Intanto la battaglia si gioca anche tra le pieghe dei debiti dell’Ama spa, l’azienda che gestisce il servizio di trasporto pubblico con le ormai evidenti frizioni tra l’assessore Carla Mannetti, FdI, e l’amministratore unico Giammarco Berardi, in quota Lega, su cui il capogruppo De Santis è tornato a spingere ieri, basta silenzi e scaricabarile l’Ama non va salvata, ha scritto in una nota, ma risanata ed il piano di risanamento di Berardi, per il capogruppo, non sarebbe mai stato preso in considerazione. Conti in rosso della società evidenziati una volta di più anche dai capigruppo, Pd ed Il Passo Possibile, Palumbo e Romano. All’assemblea di ieri abbiamo deciso di partecipare come uditori, riferiscono in una nota, non essendoci stata concessa altra possibilità di confronto, nonostante avessimo fatto, più di un mese fa, formale richiesta di convocazione di una commissione dedicata all’argomento, richiesta reiterata e rimasta sempre inascoltata.

Carla Mannetti

Nell’assemblea ordinaria si è di fatto chiarito che l’addendum al contratto di servizio è sufficiente a coprire solo una parte delle perdite che l’azienda già sa di accumulare nel corso dell’esercizio 2019, vale a dire 120mila euro al mese, senza che ci sia, ad agosto, ovvero ad oltre la metà dell’esercizio finanziario, un indirizzo da parte dell’amministrazione sul come coprire la restante parte.

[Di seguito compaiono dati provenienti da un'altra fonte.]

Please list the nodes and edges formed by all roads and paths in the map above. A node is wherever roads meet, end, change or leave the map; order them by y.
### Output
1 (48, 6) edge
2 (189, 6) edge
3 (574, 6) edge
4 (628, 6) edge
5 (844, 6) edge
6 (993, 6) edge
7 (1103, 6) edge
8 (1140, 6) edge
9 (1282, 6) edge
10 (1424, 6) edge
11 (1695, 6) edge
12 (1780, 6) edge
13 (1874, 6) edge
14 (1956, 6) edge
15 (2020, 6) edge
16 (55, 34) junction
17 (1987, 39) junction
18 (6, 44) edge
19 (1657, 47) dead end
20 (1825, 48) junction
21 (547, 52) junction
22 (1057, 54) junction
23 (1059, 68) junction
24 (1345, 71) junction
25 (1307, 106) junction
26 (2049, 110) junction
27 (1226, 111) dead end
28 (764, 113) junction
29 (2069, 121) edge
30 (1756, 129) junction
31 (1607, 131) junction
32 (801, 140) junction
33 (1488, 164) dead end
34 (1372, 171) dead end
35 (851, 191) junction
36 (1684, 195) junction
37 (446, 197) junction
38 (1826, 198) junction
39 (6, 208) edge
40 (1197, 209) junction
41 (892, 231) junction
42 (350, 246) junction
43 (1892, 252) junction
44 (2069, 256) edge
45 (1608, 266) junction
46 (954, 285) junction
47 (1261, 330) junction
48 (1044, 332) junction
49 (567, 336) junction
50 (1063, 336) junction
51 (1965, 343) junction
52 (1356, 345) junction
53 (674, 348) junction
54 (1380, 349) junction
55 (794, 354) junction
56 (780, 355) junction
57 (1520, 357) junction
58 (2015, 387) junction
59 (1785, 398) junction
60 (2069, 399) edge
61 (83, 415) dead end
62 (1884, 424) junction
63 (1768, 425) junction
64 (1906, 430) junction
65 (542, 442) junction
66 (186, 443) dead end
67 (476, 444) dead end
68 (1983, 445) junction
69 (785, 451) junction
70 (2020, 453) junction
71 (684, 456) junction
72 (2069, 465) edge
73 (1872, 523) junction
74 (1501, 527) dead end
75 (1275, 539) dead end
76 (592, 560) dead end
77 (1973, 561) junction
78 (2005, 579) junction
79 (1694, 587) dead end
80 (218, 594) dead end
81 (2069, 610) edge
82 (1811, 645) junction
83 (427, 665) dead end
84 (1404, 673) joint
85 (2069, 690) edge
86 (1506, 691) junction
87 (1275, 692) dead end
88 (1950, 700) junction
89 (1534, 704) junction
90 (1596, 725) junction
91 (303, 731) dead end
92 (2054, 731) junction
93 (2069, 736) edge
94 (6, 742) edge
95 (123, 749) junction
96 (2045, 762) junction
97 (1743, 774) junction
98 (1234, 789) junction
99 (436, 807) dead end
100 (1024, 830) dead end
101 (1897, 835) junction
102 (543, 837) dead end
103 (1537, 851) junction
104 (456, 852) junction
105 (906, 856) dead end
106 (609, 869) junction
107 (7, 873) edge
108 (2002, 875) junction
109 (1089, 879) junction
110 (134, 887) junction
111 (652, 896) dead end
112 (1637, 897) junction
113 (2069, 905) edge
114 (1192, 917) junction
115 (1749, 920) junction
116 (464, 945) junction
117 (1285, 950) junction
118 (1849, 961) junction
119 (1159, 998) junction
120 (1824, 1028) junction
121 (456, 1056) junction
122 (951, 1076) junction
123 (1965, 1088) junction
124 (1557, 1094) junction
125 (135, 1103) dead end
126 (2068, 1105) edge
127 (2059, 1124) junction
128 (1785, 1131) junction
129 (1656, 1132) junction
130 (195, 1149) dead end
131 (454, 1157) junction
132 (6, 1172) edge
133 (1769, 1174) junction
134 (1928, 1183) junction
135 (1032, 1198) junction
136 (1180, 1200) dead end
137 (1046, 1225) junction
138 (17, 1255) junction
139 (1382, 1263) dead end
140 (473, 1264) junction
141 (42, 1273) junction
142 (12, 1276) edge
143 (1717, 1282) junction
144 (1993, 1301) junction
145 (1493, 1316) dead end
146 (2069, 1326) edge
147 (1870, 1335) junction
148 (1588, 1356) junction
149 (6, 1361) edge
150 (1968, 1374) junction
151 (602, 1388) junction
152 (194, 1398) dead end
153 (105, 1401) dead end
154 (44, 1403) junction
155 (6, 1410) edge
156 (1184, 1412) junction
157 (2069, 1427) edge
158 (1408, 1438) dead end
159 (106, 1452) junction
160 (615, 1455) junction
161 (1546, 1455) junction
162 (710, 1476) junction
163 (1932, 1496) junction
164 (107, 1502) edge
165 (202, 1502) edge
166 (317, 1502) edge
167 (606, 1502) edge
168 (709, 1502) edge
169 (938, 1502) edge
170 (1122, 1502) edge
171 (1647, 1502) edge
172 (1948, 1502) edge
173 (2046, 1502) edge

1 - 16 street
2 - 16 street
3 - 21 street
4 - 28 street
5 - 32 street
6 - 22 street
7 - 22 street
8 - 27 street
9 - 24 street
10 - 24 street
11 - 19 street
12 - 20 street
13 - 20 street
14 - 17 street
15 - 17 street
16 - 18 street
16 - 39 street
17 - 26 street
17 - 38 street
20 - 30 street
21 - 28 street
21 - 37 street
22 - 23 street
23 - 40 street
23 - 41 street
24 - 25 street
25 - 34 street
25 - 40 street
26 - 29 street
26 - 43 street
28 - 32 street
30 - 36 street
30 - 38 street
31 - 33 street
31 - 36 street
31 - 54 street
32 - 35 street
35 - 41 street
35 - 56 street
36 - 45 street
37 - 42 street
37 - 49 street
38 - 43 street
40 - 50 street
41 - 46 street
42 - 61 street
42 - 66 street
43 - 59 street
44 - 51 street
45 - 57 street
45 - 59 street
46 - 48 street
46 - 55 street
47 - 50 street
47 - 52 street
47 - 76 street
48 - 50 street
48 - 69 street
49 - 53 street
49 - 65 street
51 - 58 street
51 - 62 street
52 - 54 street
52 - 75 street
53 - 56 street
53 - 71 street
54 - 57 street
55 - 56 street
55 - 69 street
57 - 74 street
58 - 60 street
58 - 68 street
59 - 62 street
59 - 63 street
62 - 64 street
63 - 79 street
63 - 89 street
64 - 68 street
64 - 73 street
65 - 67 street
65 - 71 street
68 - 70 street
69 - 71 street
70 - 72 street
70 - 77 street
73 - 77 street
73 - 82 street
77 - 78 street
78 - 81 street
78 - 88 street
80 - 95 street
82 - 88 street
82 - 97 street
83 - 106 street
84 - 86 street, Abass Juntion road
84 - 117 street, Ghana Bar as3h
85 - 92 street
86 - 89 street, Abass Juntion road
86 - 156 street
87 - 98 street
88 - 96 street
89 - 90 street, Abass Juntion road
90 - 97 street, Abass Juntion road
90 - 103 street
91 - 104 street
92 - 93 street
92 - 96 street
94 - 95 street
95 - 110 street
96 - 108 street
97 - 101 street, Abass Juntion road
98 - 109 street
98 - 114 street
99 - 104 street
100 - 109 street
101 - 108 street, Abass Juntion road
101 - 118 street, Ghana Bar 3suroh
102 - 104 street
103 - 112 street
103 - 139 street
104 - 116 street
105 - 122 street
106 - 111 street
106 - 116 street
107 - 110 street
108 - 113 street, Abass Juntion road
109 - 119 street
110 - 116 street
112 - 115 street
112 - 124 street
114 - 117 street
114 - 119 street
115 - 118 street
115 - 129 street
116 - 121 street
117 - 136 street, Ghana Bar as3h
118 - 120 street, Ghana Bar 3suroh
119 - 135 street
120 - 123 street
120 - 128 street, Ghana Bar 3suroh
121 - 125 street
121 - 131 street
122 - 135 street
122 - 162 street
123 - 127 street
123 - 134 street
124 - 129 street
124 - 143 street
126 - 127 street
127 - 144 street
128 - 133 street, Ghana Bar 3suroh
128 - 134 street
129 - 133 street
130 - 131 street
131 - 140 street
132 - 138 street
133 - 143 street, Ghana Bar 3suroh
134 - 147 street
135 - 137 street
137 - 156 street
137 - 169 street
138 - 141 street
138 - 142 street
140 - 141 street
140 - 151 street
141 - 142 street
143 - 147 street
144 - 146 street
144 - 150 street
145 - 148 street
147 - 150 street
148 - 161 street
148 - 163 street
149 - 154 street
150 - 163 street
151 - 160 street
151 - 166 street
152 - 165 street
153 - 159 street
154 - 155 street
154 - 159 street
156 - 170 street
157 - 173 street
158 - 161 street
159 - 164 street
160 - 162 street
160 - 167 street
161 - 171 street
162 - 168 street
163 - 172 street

Non è stato possibile affrontare, poiché la successiva assemblea straordinaria è andata deserta, il vero nodo cruciale dell’azienda, quello del capitale sociale, praticamente eroso e, stando agli atti finora prodotti, senza strumenti o indicazioni da parte dell’amministrazione per ricostituirlo. La soluzione non è da inventare, ma solo da applicare e la fornisce la norma: applicazione dell’art. 14 della cosiddetta Legge Madia d.lgs 175/2016, ricapitalizzazione attraverso un apposito piano di risanamento. Soluzione che dai banchi dell’opposizione proviamo a far capire, invano, dallo scorso anno, mentre all’orizzonte si dipingevano scenari sempre più foschi per i lavoratori dell’azienda municipalizzata, concludono i capigruppo.